Se oltrepassiamo il paranoico dibattito che si è aperto sulle alleanze tra i partiti in vista delle prossime scadenze elettorali italiane, ci accorgiamo che il tema vero è quale visione generale e quale idea di società siano adeguate per un cambiamento che non sia soltanto di facciata e che incida nelle condizioni materiali delle persone.
Tre questioni, tra le altre, si impongono: restituire credibilità ad una classe politica percepita come vecchia, inefficace, privilegiata e corrotta; riportare sotto il controllo democratico i meccanismi impazziti della finanza e dei mercati; migliorare la qualità dell’esistenza di quei milioni di soggetti umani che si arrabattano per non perdere la dignità, a partire dai giovani mortificati dal precariato.
Per affrontare questi problemi enormi, non c’è bisogno né di splendidi isolamenti dalle cui vette dispensare le magiche ricette né di larghe convergenze entro cui fare convivere chi pensa che la soluzione sia aggredire le diseguaglianze con chi sostiene che lo stato sociale debba sempre più assottigliarsi fino a scomparire.
C’è bisogno, invece, di chiarezza sui contenuti e, contemporaneamente, di formare una massa critica intorno ad un discorso e ad una proposta che siano in grado di parlare al Paese e di raccogliere il necessario consenso per vincere. E questo non lo si fa con gli schemi astratti tra progressisti e moderati o con l’infantilismo politico del trasporre automaticamente certi modelli in contesti altri, bensì attrezzando un percorso che coinvolga tutti i segmenti che compongono l’Italia, specialmente quelli poco o mai ascoltati.
Una rotta del genere non può non partire da un giudizio severo sul Governo Monti e da una presa di distanza dalle sue politiche per marcare una cifra culturale opposta.

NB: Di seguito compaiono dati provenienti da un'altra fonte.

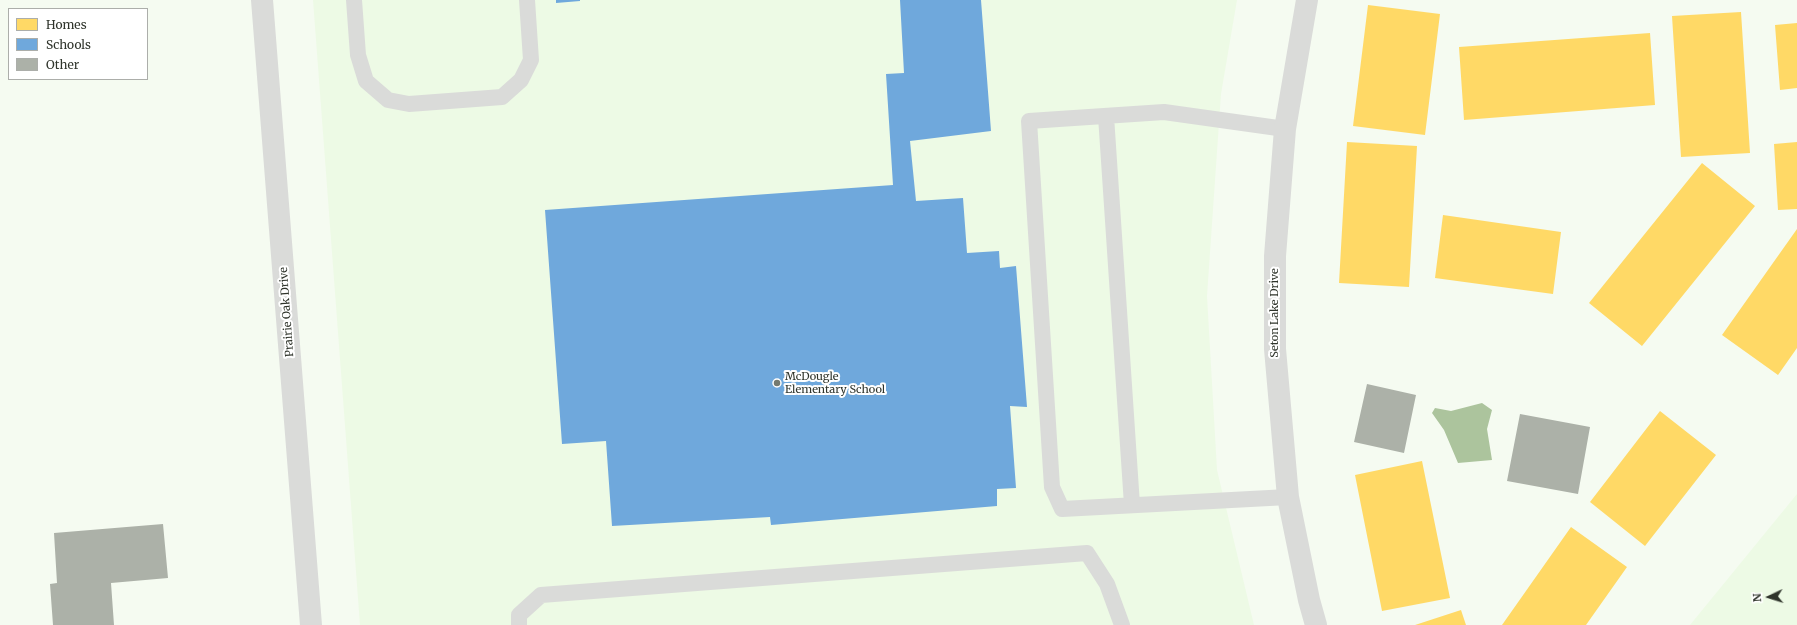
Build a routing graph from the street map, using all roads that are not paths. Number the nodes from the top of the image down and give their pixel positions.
1 (262, 0) edge
2 (354, 0) edge
3 (527, 0) edge
4 (1307, 0) edge
5 (1106, 116) junction
6 (1286, 129) junction
7 (1288, 497) junction
8 (1132, 505) junction
9 (311, 625) edge
10 (519, 625) edge
11 (1122, 625) edge
12 (1316, 625) edge

1 - 9 street, Prairie Oak Drive
2 - 3 lane
4 - 6 street, Seton Lake Drive
5 - 6 lane
5 - 8 lane
5 - 8 lane
6 - 7 street, Seton Lake Drive
7 - 8 lane
7 - 12 street, Seton Lake Drive
10 - 11 lane

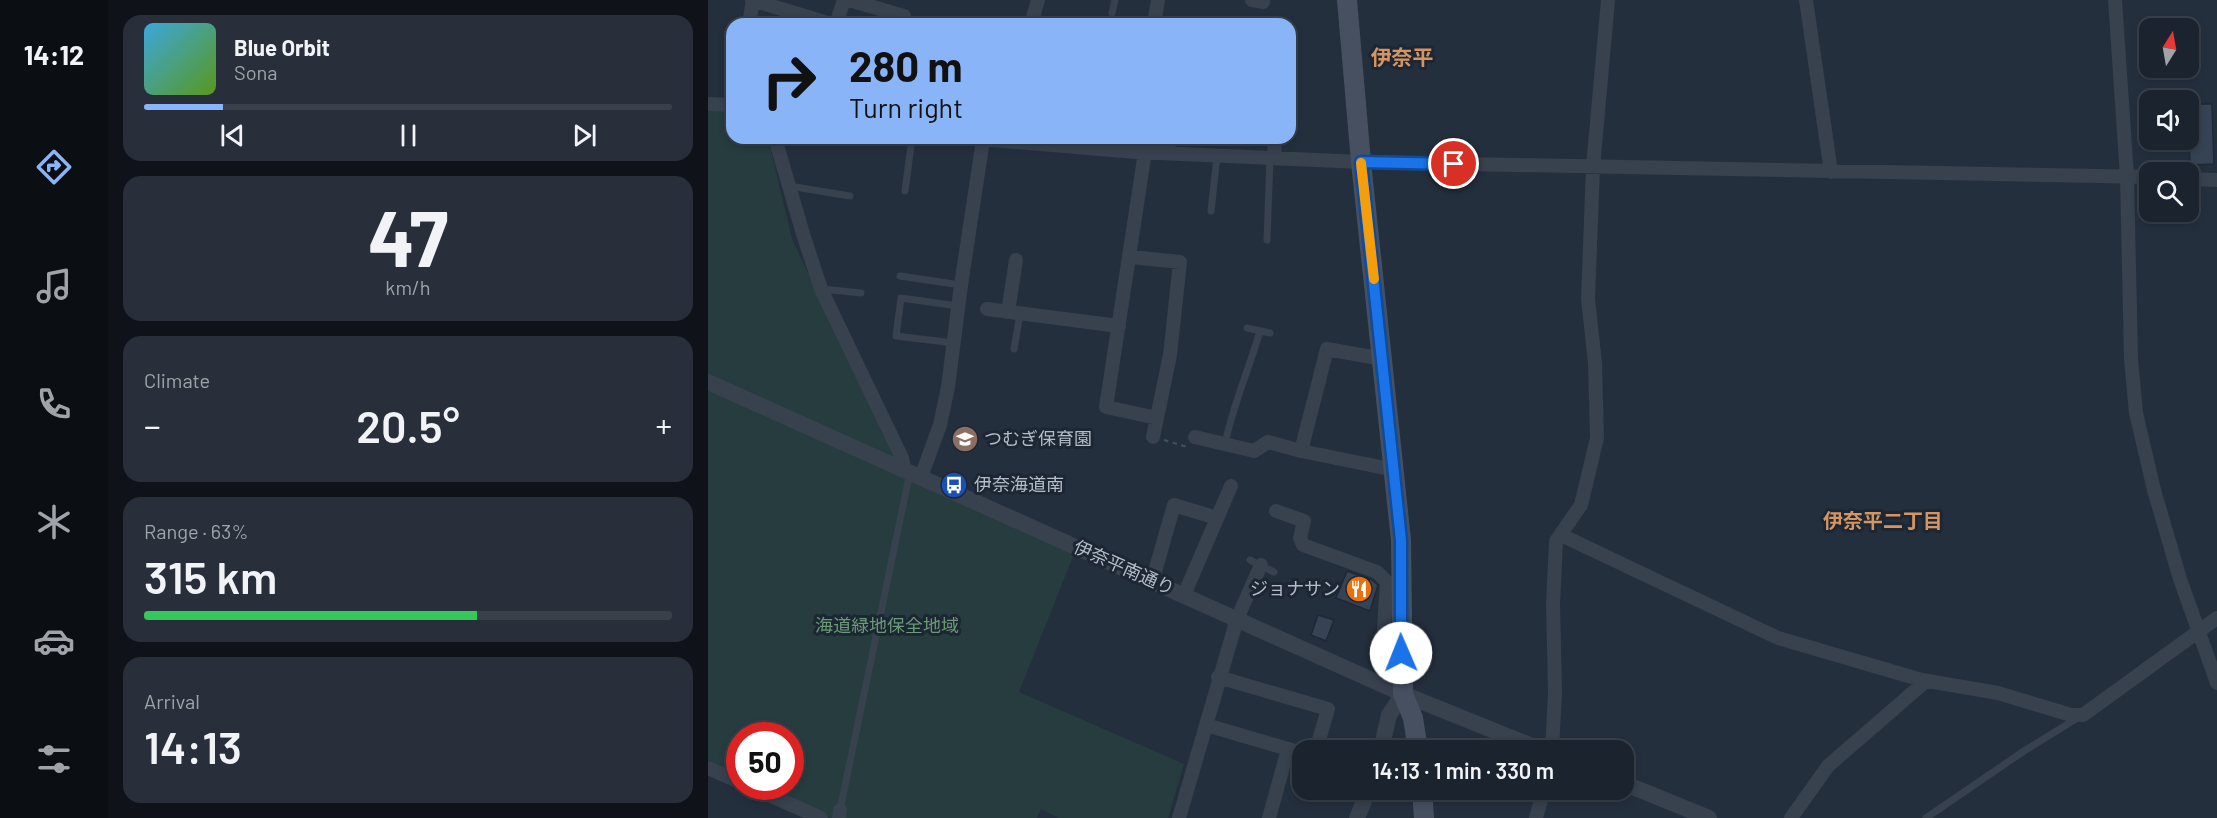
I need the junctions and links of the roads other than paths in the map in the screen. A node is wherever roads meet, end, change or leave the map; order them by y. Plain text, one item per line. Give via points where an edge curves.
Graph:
1 (753, 0) edge
2 (844, 0) edge
3 (849, 0) edge
4 (1038, 0) edge
5 (1115, 0) edge
6 (1158, 0) edge
7 (1347, 0) edge
8 (1608, 0) edge
9 (1806, 0) edge
10 (2115, 0) edge
11 (1112, 13) dead end
12 (904, 16) dead end
13 (750, 18) edge
14 (812, 18) edge
15 (839, 18) edge
16 (1033, 18) edge
17 (1155, 18) edge
18 (708, 104) edge
19 (726, 105) edge
20 (777, 144) edge
21 (911, 144) edge
22 (982, 144) edge
23 (1087, 144) edge
24 (1168, 144) edge
25 (1274, 144) edge
26 (1140, 147) edge
27 (1167, 153) junction
28 (1217, 156) junction
29 (1273, 158) junction
30 (1361, 162) junction
31 (1593, 167) junction
32 (1831, 172) junction
33 (2127, 176) junction
34 (2139, 177) edge
35 (2199, 179) edge
36 (2217, 180) edge
37 (789, 186) junction
38 (905, 191) dead end
39 (850, 196) dead end
40 (1211, 211) dead end
41 (1267, 240) dead end
42 (1131, 257) junction
43 (1016, 260) dead end
44 (900, 276) dead end
45 (961, 285) junction
46 (821, 289) junction
47 (861, 293) dead end
48 (958, 306) junction
49 (987, 309) dead end
50 (1014, 313) junction
51 (1119, 326) junction
52 (1247, 328) dead end
53 (1260, 331) junction
54 (1270, 333) dead end
55 (954, 344) junction
56 (1014, 349) dead end
57 (1383, 359) junction
58 (708, 382) edge
59 (1157, 418) junction
60 (1195, 436) road end
61 (1153, 437) road end
62 (1225, 444) junction
63 (1301, 451) junction
64 (1395, 470) junction
65 (911, 473) junction
66 (1231, 486) dead end
67 (1276, 511) dead end
68 (1217, 518) junction
69 (1560, 534) junction
70 (1256, 563) joint
71 (1274, 572) dead end
72 (1152, 582) junction
73 (1184, 595) junction
74 (2217, 618) edge
75 (1237, 619) junction
76 (1401, 632) junction
77 (2198, 632) junction
78 (1218, 677) junction
79 (1926, 681) junction
80 (2217, 682) edge
81 (1403, 694) junction
82 (2083, 715) junction
83 (1206, 725) junction
84 (1319, 740) edge
85 (1383, 740) edge
86 (1416, 740) edge
87 (1517, 740) edge
88 (1553, 740) edge
89 (1292, 750) edge
90 (1292, 759) edge
91 (708, 768) edge
92 (726, 776) edge
93 (1634, 787) edge
94 (780, 800) edge
95 (1364, 800) edge
96 (1423, 800) edge
97 (1541, 800) edge
98 (840, 814) edge
99 (821, 818) edge
100 (1179, 818) edge
101 (1269, 818) edge
102 (1357, 818) edge
103 (1424, 818) edge
104 (1536, 818) edge
105 (1709, 818) edge
106 (1791, 818) edge
107 (1926, 818) edge

1 - 13 street
1 - 14 street
2 - 15 street
3 - 12 street
4 - 16 street
5 - 11 lane
6 - 17 street
7 - 30 main road
8 - 31 street
9 - 32 street
10 - 33 street
18 - 19 street
20 - 37 street
21 - 38 lane
22 - 45 street
23 - 26 street
24 - 27 street
25 - 29 street
26 - 27 street
26 - 42 street
27 - 28 street
28 - 29 street
28 - 40 lane
29 - 30 street
29 - 41 lane
30 - 31 street
30 - 57 main road
31 - 32 street
31 - 69 street via 1588,299 1597,438 1581,505
32 - 33 street
33 - 34 street
33 - 77 street via 2136,413 2154,490
35 - 36 street
37 - 39 lane
37 - 46 street
42 - 51 street
42 - 59 street via 1180,262 1170,355
43 - 50 street
44 - 45 lane
45 - 48 street
46 - 47 lane
46 - 65 street
48 - 55 street
48 - 55 lane via 901,298 896,336
49 - 50 street
50 - 51 street
50 - 56 lane
51 - 59 street via 1106,407
52 - 53 lane
53 - 54 lane
53 - 62 lane
55 - 65 street via 940,425
57 - 63 street via 1327,349
57 - 64 main road
58 - 65 street, 伊奈平南通り
59 - 61 street
60 - 62 street
62 - 63 street via 1254,451 1268,442
63 - 64 street
64 - 76 main road via 1401,540
65 - 72 street, 伊奈平南通り
65 - 98 lane
66 - 68 street
67 - 76 street via 1304,521 1299,538 1303,545 1377,572 1387,582 1384,629
68 - 72 street via 1174,505
68 - 73 street
69 - 79 street via 1778,638
69 - 88 street via 1556,542 1553,604
70 - 71 lane
70 - 75 street
72 - 73 street, 伊奈平南通り
73 - 75 street, 伊奈平南通り
74 - 77 street
75 - 78 street
75 - 81 street, 伊奈平南通り
76 - 81 main road
77 - 80 street
77 - 82 street
78 - 83 street
78 - 84 street via 1328,709
79 - 82 street via 1998,693 2060,713
79 - 106 street via 1828,766
81 - 85 street via 1389,715
81 - 86 main road
81 - 87 street, 伊奈平南通り
82 - 107 lane
83 - 89 street
83 - 100 street
90 - 101 street
91 - 92 street
93 - 105 street
94 - 99 street
95 - 102 street
96 - 103 main road
97 - 104 street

Il tratto ideologico ed unificante delle riforme promosse dai cosiddetti tecnici (pensioni, mercato del lavoro, tagli lineari ai servizi pubblici travestiti da spending rewiew) consiste nel non considerare, e conseguentemente punire, le responsabilità di chi la crisi l’ha prodotta a danno di chi la sta pagando sulla propria pelle, ovvero nella rimozione delle differenze tra la minoranza che continua ad accumulare e sperperare, nonostante la crisi, e la maggioranza che ha perso il lavoro o fa fatica ad arrivare a fine mese.
Un esempio concreto di questo modo d’agire del Governo: preferire l’aumento dell’Iva, che colpisce indistintamente, alla tassazione delle rendite e delle transazioni finanziarie e dei grandi patrimoni (in luogo, ad esempio, dell’Imu sulla prima casa) o ad una lotta senza quartiere all’evasione fiscale, all’economia sommersa, ai capitali esportati all’estero.
Del resto, non che ci si potesse aspettare qualcosa di diverso da un esecutivo formato, prevalentemente, da liberali moderati (con qualche venatura di paternalismo) che oscillano tra una riverenza ossequiosa ai mercati e un calcolato vuoto di contenuti nel contrastare le situazioni di chi sta peggio.
Ciò nonostante, è opinione diffusa che Monti abbia conseguito brillanti risultati al recente vertice internazionale di Bruxelles e che la competenza sua e della sua squadra sarà indispensabile anche per la fase politica successiva; questa è la convinzione di fatto e con essa bisogna scontrarsi, non per strenua testimonianza ma per impostare meglio il processo sopra indicato.
Occorre, al più presto, un luogo di dibattito pubblico e di costruzione di proposte che tenga insieme chi crede che sia possibile definire i tratti essenziali di un programma alternativo al liberismo e al populismo, che riattivi i movimenti (dei precari, delle donne, per la libertà d’informazione, per i beni comuni, per i diritti del lavoro e civili), la cittadinanza impegnata, coloro che credono che la democrazia rappresentativa vada integrata con robuste iniezioni di democrazia diretta, i tantissimi amministratori virtuosi (non solo i sindaci!), quel popolo del centrosinistra che vota PD (oltre a quella parte che si identifica con SEL o IDV) e che ormai mostra palesi segnali d’insofferenza per il sostegno supino al Governo Monti e per le strategie confuse e attendiste in vista del futuro.
Un luogo che sia palestra per una classe dirigente giovane, colta e preparata e che intessa il dialogo perfino con esponenti autorevoli di questo stesso Governo, si pensi al Ministro alla Coesione Territoriale Fabrizio Barca ed alle sue idee fuori asse rispetto alle direttrici montiane.
Soltanto in questo modo potremo mandare in soffitta gli alchimisti della rincorsa ai moderati e raddrizzare le nostre sorti con sguardo lucido e coraggioso.